__Task directions__.
A faithful copy of the data is the goal; set it down exactly, without the images.

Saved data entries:

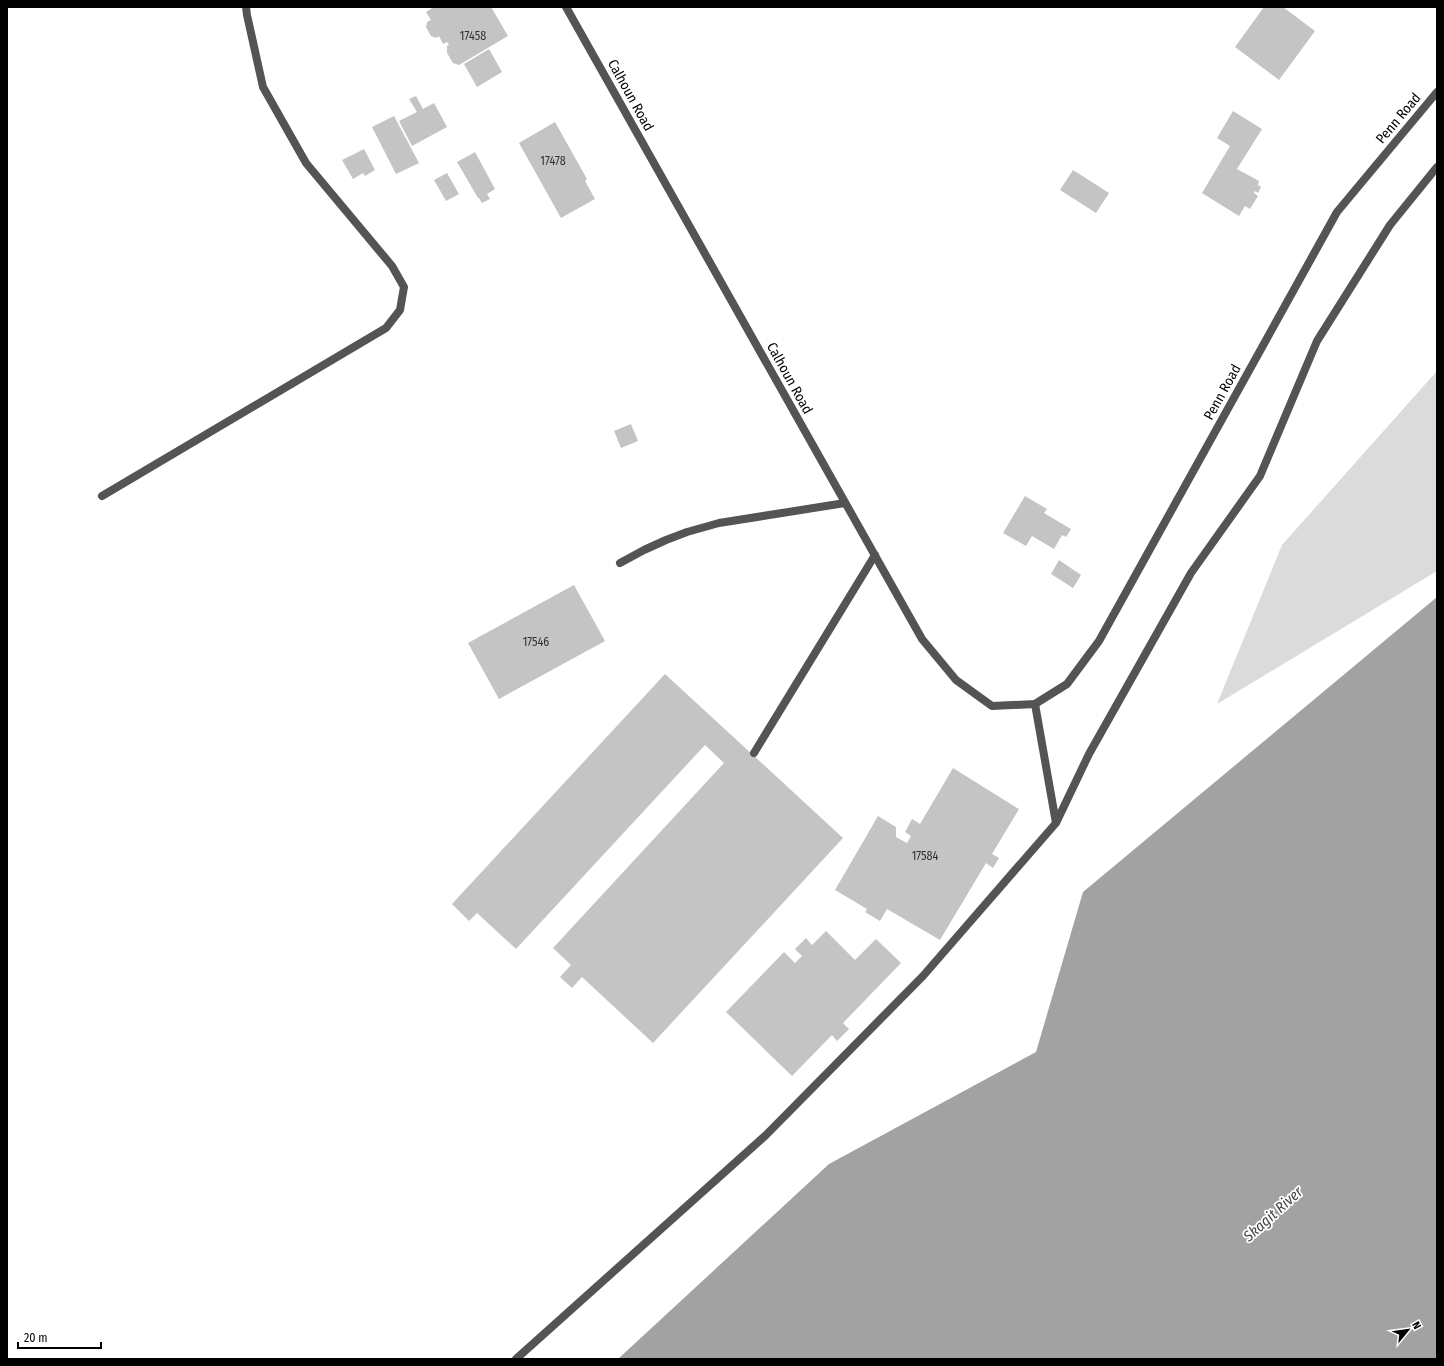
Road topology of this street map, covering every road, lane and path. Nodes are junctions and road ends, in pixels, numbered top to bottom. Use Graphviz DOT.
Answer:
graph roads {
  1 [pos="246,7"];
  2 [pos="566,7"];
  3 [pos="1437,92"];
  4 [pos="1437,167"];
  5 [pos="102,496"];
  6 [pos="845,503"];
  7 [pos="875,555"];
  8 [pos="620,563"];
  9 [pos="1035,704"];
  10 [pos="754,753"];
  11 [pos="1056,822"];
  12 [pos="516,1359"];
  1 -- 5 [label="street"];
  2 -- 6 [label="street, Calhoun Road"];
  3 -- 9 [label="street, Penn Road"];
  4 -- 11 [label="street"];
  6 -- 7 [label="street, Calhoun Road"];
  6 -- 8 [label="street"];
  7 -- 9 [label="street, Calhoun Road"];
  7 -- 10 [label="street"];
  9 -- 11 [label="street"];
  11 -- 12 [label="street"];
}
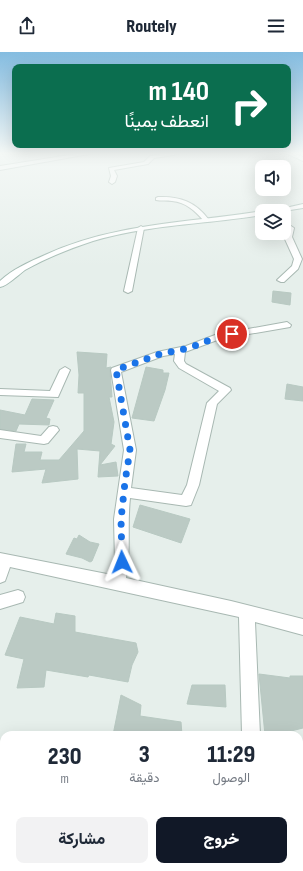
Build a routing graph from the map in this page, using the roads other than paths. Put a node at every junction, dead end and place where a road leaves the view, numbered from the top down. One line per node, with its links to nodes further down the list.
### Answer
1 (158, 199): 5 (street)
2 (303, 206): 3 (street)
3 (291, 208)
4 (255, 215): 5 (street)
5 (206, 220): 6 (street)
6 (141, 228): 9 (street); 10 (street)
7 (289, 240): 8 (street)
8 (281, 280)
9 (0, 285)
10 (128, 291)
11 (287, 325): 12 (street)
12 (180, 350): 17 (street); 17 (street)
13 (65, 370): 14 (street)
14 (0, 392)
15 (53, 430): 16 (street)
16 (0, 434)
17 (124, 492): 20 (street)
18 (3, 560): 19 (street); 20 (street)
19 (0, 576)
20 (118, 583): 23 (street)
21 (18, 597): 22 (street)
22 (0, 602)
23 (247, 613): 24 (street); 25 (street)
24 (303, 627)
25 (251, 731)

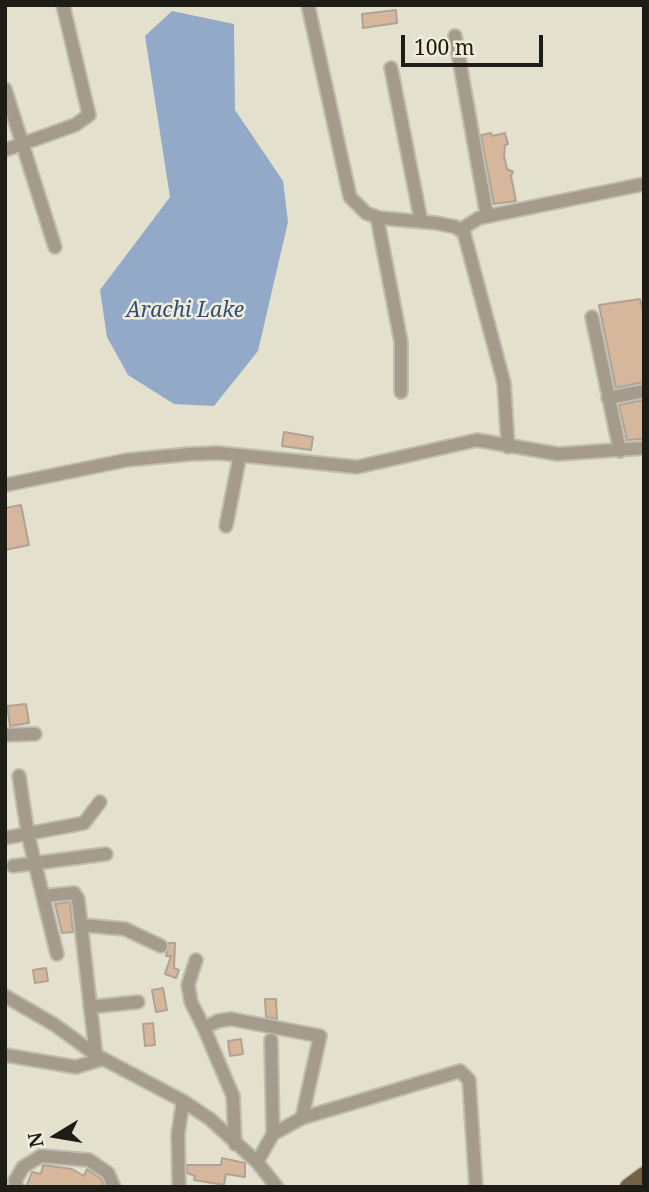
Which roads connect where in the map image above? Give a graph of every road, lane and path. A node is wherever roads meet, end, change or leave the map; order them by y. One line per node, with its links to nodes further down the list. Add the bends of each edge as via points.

__Your response__.
Road topology of this street map, covering every road, lane and path. Nodes are junctions and road ends, in pixels, numbered top to bottom. Use Graphviz DOT.
Answer:
graph roads {
  1 [pos="246,7"];
  2 [pos="566,7"];
  3 [pos="1437,92"];
  4 [pos="1437,167"];
  5 [pos="102,496"];
  6 [pos="845,503"];
  7 [pos="875,555"];
  8 [pos="620,563"];
  9 [pos="1035,704"];
  10 [pos="754,753"];
  11 [pos="1056,822"];
  12 [pos="516,1359"];
  1 -- 5 [label="street"];
  2 -- 6 [label="street, Calhoun Road"];
  3 -- 9 [label="street, Penn Road"];
  4 -- 11 [label="street"];
  6 -- 7 [label="street, Calhoun Road"];
  6 -- 8 [label="street"];
  7 -- 9 [label="street, Calhoun Road"];
  7 -- 10 [label="street"];
  9 -- 11 [label="street"];
  11 -- 12 [label="street"];
}
Build a routing graph from the map in this page, using the roads other than paths. Put a node at every junction, dead end and place where a road leaves the view, numbered from the top down. One line per node, with its links to nodes further down the list.
### Answer
1 (158, 199): 5 (street)
2 (303, 206): 3 (street)
3 (291, 208)
4 (255, 215): 5 (street)
5 (206, 220): 6 (street)
6 (141, 228): 9 (street); 10 (street)
7 (289, 240): 8 (street)
8 (281, 280)
9 (0, 285)
10 (128, 291)
11 (287, 325): 12 (street)
12 (180, 350): 17 (street); 17 (street)
13 (65, 370): 14 (street)
14 (0, 392)
15 (53, 430): 16 (street)
16 (0, 434)
17 (124, 492): 20 (street)
18 (3, 560): 19 (street); 20 (street)
19 (0, 576)
20 (118, 583): 23 (street)
21 (18, 597): 22 (street)
22 (0, 602)
23 (247, 613): 24 (street); 25 (street)
24 (303, 627)
25 (251, 731)

Which roads connect where in the map image above? Give a graph of every road, lane and path. A node is wherever roads meet, end, change or leave the map; order them by y. One line per node, with its links to nodes further down the list. Add the bends of each edge as via points.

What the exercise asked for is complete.